Sister Jean, who scouts every one of the Ramblers’ opponents, knows her hoops. But she made a mistake when she penciled in Loyola-Chicago for a loss in the Sweet 16. For the third time in this NCAA tournament, the 11th-seeded Ramblers hit a huge shot in the final seconds. This one was a three-pointer from the corner by guard Marques Townes to lift Loyola-Chicago to a 69-68 win against No. 7-seed Nevada. Loyola-Chicago will face No. 9 seed Kansas State on Saturday with a spot in the Final Four on the line. The Wildcats will be the lowest seeded team the Ramblers have faced so far in the tournament.

“I don’t care how far you break my bracket,” Sister Jean told Custer. “As long as you’ve broken it, you have to go a little more now.”

Ronald Martinez/Getty Images

The Ramblers are still playing because of another huge shot with the buzzer looming. Townes assisted on the Donte Ingram three that sunk No. 6 seed Miami in the first round in Dallas. Saturday, Custer watched on the floor from his back as the game-winner hit the rim, hit the backboard and fell through the net to lift the Ramblers over No. 3 seed Tennessee. Thursday, the Ramblers led by one late. Nevada, which only had four team fouls, opted not to commit three more to make Loyola-Chicago win from the line. So the Ramblers held the ball until the shot clock had almost run dry. With five seconds on the shot clock and 10.7 seconds remaining in the game, Custer drove from the top of the key. He sought the same shot he hit against Tennessee, but Nevada’s Cody Martin funneled Custer toward his twin brother, Caleb. Custer dished to Townes, who took one dribble left to evade Caleb and launched a three-pointer. “I just got lost,” Caleb said later, “and it was costly.”

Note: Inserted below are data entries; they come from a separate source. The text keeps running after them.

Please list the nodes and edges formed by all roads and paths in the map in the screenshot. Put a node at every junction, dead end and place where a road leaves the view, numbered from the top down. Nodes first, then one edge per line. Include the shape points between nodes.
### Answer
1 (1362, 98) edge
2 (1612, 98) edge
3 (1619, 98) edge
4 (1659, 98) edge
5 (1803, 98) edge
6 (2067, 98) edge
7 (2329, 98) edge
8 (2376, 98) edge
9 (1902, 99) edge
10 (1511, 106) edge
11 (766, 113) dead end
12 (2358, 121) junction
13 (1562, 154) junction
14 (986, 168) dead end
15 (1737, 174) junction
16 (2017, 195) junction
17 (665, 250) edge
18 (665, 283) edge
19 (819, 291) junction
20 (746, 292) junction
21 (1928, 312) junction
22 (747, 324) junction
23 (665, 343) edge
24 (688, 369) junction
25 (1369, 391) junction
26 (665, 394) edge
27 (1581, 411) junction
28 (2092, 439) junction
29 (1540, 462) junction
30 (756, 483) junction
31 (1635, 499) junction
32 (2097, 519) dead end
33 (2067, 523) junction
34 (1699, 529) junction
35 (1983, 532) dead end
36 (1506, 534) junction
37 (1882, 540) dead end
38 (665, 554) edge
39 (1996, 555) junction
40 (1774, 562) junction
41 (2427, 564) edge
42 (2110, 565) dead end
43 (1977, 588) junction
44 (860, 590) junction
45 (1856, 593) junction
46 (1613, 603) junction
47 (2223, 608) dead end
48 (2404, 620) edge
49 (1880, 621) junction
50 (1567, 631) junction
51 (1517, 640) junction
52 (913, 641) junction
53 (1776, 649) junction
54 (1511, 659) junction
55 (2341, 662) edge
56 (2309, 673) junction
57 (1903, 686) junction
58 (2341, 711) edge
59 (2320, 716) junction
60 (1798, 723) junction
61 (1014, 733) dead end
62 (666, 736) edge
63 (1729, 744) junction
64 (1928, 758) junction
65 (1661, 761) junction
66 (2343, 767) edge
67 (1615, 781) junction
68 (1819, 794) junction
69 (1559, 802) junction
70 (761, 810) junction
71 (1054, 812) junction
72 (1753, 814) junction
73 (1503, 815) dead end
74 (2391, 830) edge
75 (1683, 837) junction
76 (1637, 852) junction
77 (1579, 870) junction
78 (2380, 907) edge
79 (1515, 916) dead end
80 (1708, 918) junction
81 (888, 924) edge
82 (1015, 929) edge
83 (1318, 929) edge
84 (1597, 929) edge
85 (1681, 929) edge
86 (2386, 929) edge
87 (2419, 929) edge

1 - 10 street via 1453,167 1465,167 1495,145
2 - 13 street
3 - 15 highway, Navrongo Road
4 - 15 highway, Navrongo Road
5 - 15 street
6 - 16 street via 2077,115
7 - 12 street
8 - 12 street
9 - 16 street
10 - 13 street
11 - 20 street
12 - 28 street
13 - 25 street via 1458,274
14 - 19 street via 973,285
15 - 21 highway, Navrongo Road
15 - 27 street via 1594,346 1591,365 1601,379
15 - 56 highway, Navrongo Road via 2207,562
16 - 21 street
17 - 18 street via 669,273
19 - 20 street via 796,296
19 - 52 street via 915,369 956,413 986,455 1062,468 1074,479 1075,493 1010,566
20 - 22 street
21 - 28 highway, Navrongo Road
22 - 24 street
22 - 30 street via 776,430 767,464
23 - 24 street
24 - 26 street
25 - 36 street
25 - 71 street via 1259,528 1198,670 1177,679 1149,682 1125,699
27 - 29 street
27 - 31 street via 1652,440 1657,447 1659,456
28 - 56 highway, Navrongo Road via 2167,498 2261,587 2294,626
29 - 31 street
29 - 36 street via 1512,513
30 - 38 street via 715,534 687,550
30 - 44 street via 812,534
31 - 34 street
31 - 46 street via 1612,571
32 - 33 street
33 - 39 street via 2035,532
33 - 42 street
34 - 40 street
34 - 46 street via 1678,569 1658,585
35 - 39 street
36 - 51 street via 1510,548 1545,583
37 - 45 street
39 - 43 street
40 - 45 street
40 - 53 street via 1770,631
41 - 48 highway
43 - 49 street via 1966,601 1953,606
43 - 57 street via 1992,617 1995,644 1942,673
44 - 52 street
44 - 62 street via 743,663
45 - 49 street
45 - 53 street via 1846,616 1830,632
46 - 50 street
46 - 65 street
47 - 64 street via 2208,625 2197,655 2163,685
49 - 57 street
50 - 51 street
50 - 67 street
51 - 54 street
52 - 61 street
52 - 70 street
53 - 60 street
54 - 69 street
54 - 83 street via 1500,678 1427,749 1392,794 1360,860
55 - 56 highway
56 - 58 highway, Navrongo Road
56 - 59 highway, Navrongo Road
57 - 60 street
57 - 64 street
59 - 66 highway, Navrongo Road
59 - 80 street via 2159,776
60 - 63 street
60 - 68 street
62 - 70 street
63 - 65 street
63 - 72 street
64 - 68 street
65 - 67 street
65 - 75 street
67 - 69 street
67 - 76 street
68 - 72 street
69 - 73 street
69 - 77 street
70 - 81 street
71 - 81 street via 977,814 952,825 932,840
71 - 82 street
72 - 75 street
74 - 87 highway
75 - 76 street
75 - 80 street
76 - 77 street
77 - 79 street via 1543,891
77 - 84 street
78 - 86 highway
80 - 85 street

The ball sailed through with 6.3 seconds remaining to make it 69-65. Caleb Martin hit a three on the other end, but the Wolf Pack couldn’t get the ball back. “That’s something you dream about,” Townes said. “You're in the Sweet 16 and you hit a big shot like that. It's just amazing. I'm just blessed to be in that position.”

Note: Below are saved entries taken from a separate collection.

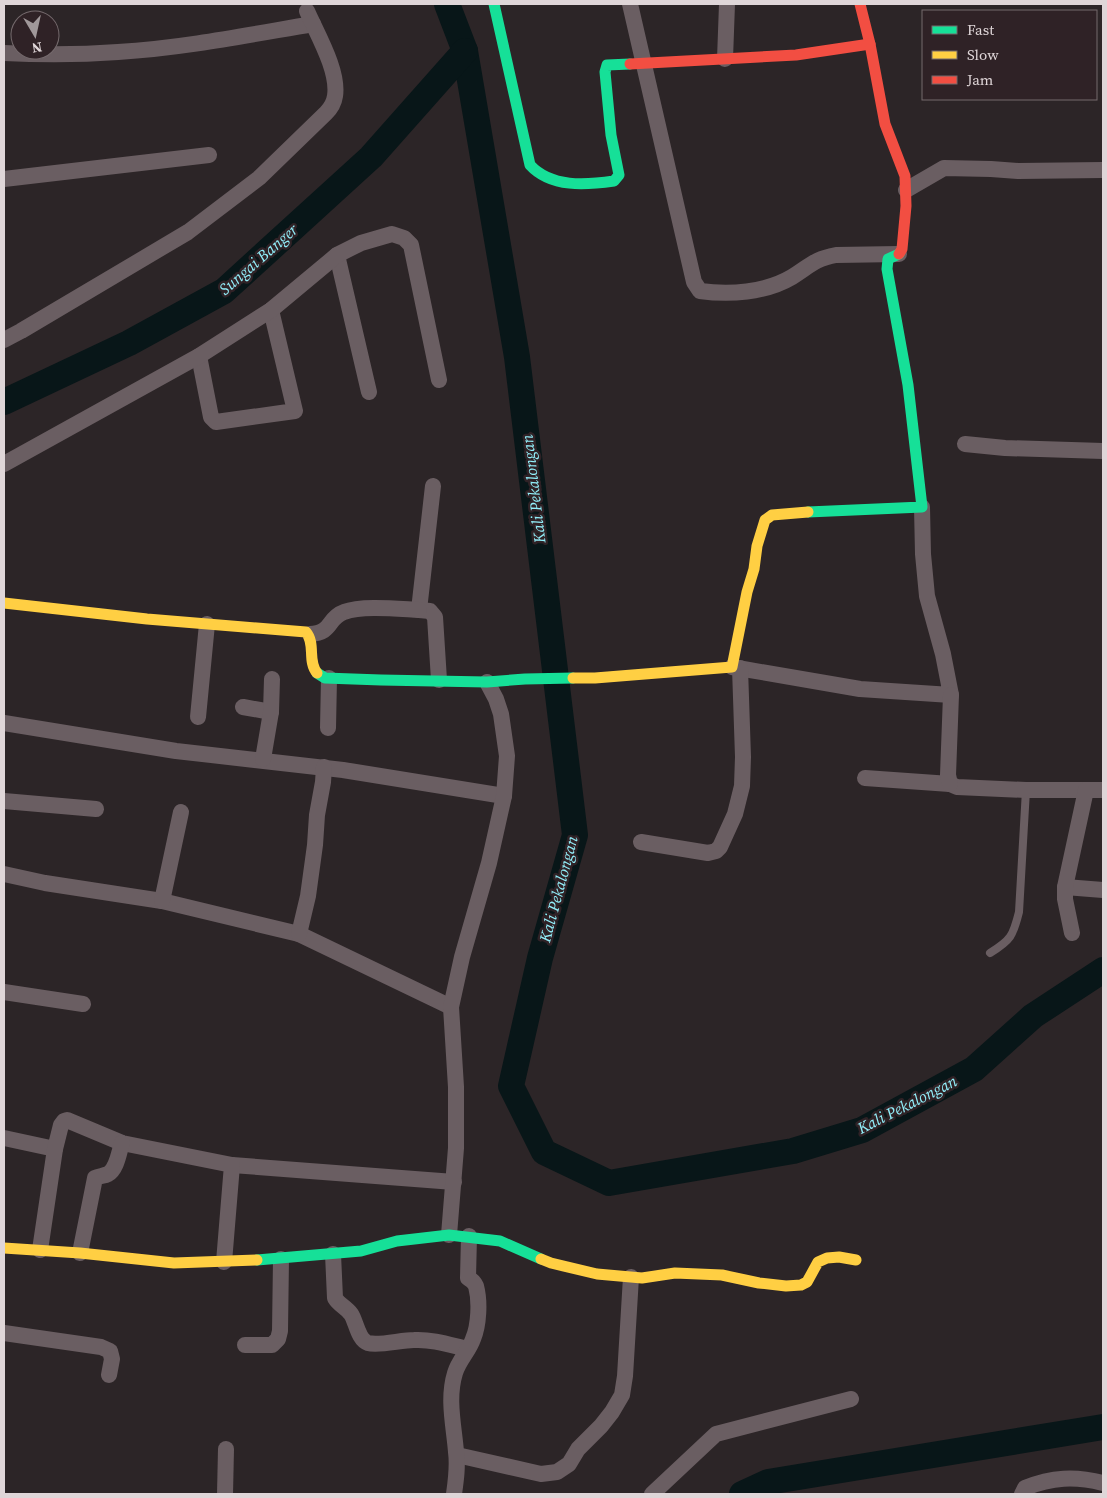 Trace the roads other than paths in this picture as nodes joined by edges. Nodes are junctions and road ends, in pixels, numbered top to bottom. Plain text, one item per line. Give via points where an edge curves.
1 (494, 4) edge
2 (630, 4) edge
3 (727, 4) edge
4 (860, 4) edge
5 (870, 44) junction
6 (4, 53) edge
7 (725, 58) junction
8 (644, 63) junction
9 (209, 155) dead end
10 (1103, 170) edge
11 (4, 179) edge
12 (906, 190) junction
13 (898, 254) junction
14 (337, 255) junction
15 (271, 310) junction
16 (4, 340) edge
17 (199, 356) junction
18 (439, 380) dead end
19 (369, 392) dead end
20 (965, 444) dead end
21 (1103, 451) edge
22 (4, 464) edge
23 (433, 486) dead end
24 (922, 507) junction
25 (4, 603) edge
26 (419, 610) junction
27 (207, 624) junction
28 (310, 634) junction
29 (736, 668) junction
30 (329, 678) junction
31 (272, 679) dead end
32 (439, 680) junction
33 (487, 682) junction
34 (951, 695) junction
35 (242, 706) dead end
36 (271, 712) junction
37 (198, 717) dead end
38 (4, 723) edge
39 (328, 728) dead end
40 (263, 760) junction
41 (324, 767) junction
42 (865, 778) dead end
43 (950, 784) junction
44 (1026, 790) junction
45 (1086, 790) junction
46 (1103, 790) edge
47 (504, 796) junction
48 (4, 800) edge
49 (96, 809) dead end
50 (181, 812) dead end
51 (641, 842) dead end
52 (4, 874) edge
53 (1065, 887) junction
54 (1103, 890) edge
55 (162, 901) junction
56 (1072, 933) dead end
57 (299, 934) junction
58 (990, 953) dead end
59 (4, 992) edge
60 (83, 1004) dead end
61 (451, 1007) junction
62 (4, 1138) edge
63 (122, 1143) junction
64 (55, 1149) junction
65 (232, 1165) junction
66 (454, 1182) junction
67 (449, 1235) junction
68 (469, 1236) junction
69 (4, 1248) edge
70 (40, 1250) junction
71 (80, 1252) junction
72 (333, 1254) junction
73 (280, 1259) junction
74 (856, 1260) dead end
75 (224, 1262) junction
76 (631, 1277) junction
77 (4, 1333) edge
78 (245, 1345) dead end
79 (467, 1349) junction
80 (109, 1375) dead end
81 (850, 1399) dead end
82 (226, 1449) dead end
83 (456, 1454) junction
84 (1103, 1484) edge
85 (226, 1494) edge
86 (454, 1494) edge
87 (652, 1494) edge
88 (1022, 1494) edge

1 - 8 street via 530,165 534,172 547,178 571,184 618,178 605,69 610,65
2 - 8 street
3 - 7 street
4 - 5 street
5 - 7 street via 796,54
5 - 12 street via 885,124 905,176
6 - 16 street via 53,55 164,48 310,17 336,86 333,106 259,178 188,232
7 - 8 street
8 - 13 street via 694,282 700,291 741,292 774,286 815,260 831,255
9 - 11 street
10 - 12 street via 944,168
12 - 13 street via 902,249
13 - 24 street via 888,260 887,269 908,385
14 - 15 street
14 - 18 street via 361,243 392,234 404,238 411,246
14 - 19 street
15 - 17 street
15 - 17 street via 295,411 216,422 211,417
17 - 22 street
20 - 21 street
23 - 26 street
24 - 29 street via 787,513 772,515 765,520 747,592
24 - 34 street via 928,596
25 - 27 street
26 - 28 street via 362,609 344,612 320,634
26 - 32 street via 430,611 435,617
27 - 28 street
27 - 37 street
28 - 30 street via 314,669 318,676
29 - 33 street
29 - 34 street via 860,689
29 - 51 street via 742,786 735,814 720,847 708,853
30 - 32 street
30 - 39 street
31 - 36 street
32 - 33 street
33 - 47 street via 501,714 507,756
34 - 43 street
35 - 36 street
36 - 40 street
38 - 40 street via 176,751
40 - 41 street
41 - 47 street
41 - 57 street via 310,879
42 - 43 street
43 - 44 street via 957,788
44 - 45 street
44 - 58 lane via 1019,912 1006,944
45 - 46 street
45 - 53 street
47 - 61 street
48 - 49 street
50 - 55 street
52 - 55 street
53 - 54 street
53 - 56 street
55 - 57 street
57 - 61 street
59 - 60 street
61 - 66 street via 456,1087
62 - 64 street
63 - 64 street via 68,1120 61,1125
63 - 65 street
63 - 71 street via 111,1171 95,1178
64 - 70 street
65 - 66 street
65 - 75 street
66 - 67 street
67 - 68 street
67 - 72 street
68 - 76 street via 500,1241 551,1263 597,1274
68 - 79 street via 468,1278 476,1287 477,1308 473,1340
69 - 70 street
70 - 71 street
71 - 75 street via 174,1263
72 - 73 street
72 - 79 street via 335,1298 356,1321 363,1340 368,1343 433,1340
73 - 75 street
73 - 78 street via 278,1339 272,1345
74 - 76 street via 827,1258 818,1262 807,1282 795,1286 713,1274
76 - 83 street via 622,1395 569,1464 557,1472 541,1474
77 - 80 street via 110,1351
79 - 83 street via 454,1374 451,1394
81 - 87 street via 716,1434
82 - 85 street
83 - 86 street
84 - 88 street via 1062,1478 1025,1488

The Ramblers share a steadfast belief that any player in the rotation might find himself in that position. “The first night, Donte said anybody could have hit it,” coach Porter Moser said. “The next night, Clay said anybody could have hit it. Tonight, Marques and [Aundre Jackson] hit big shots.”

The idea that anyone can be a hero has been a consistent theme this season for Loyola-Chicago. Ditto for the idea that the Ramblers can win playing multiple styles. On Thursday, Loyola-Chicago made its first 13 shots of the second half by pushing the tempo following turnovers or Nevada misses. Eleven of those 13 baskets came on layups or dunks. But when Nevada started making shots again, the Ramblers had to score using halfcourt sets. They cooled considerably at that point, and the Wolf Pack—which came back from 22 down to beat No. 2 seed Cincinnati on Sunday—cut into the lead. Nevada trailed by 10 with 7:47 remaining. A Cody Martin layup with 4:06 left tied the score at 59. “They made their run,” Ingram said, “but we kept our composure.”

Kevin C. Cox/Getty Images

Loyola-Chicago also won by going small. The Ramblers frequently run their offense through freshman center Cameron Krutwig, who is a deft passer from the post. But after Krutwig picked up his second foul with 6:26 remaining in the second half, he played sparingly the rest of the way as Moser chose to match a Nevada lineup that often looks like five of the same player—all about 6'7" and between 205 and 235 pounds—with a group more accustomed to defending players that size. 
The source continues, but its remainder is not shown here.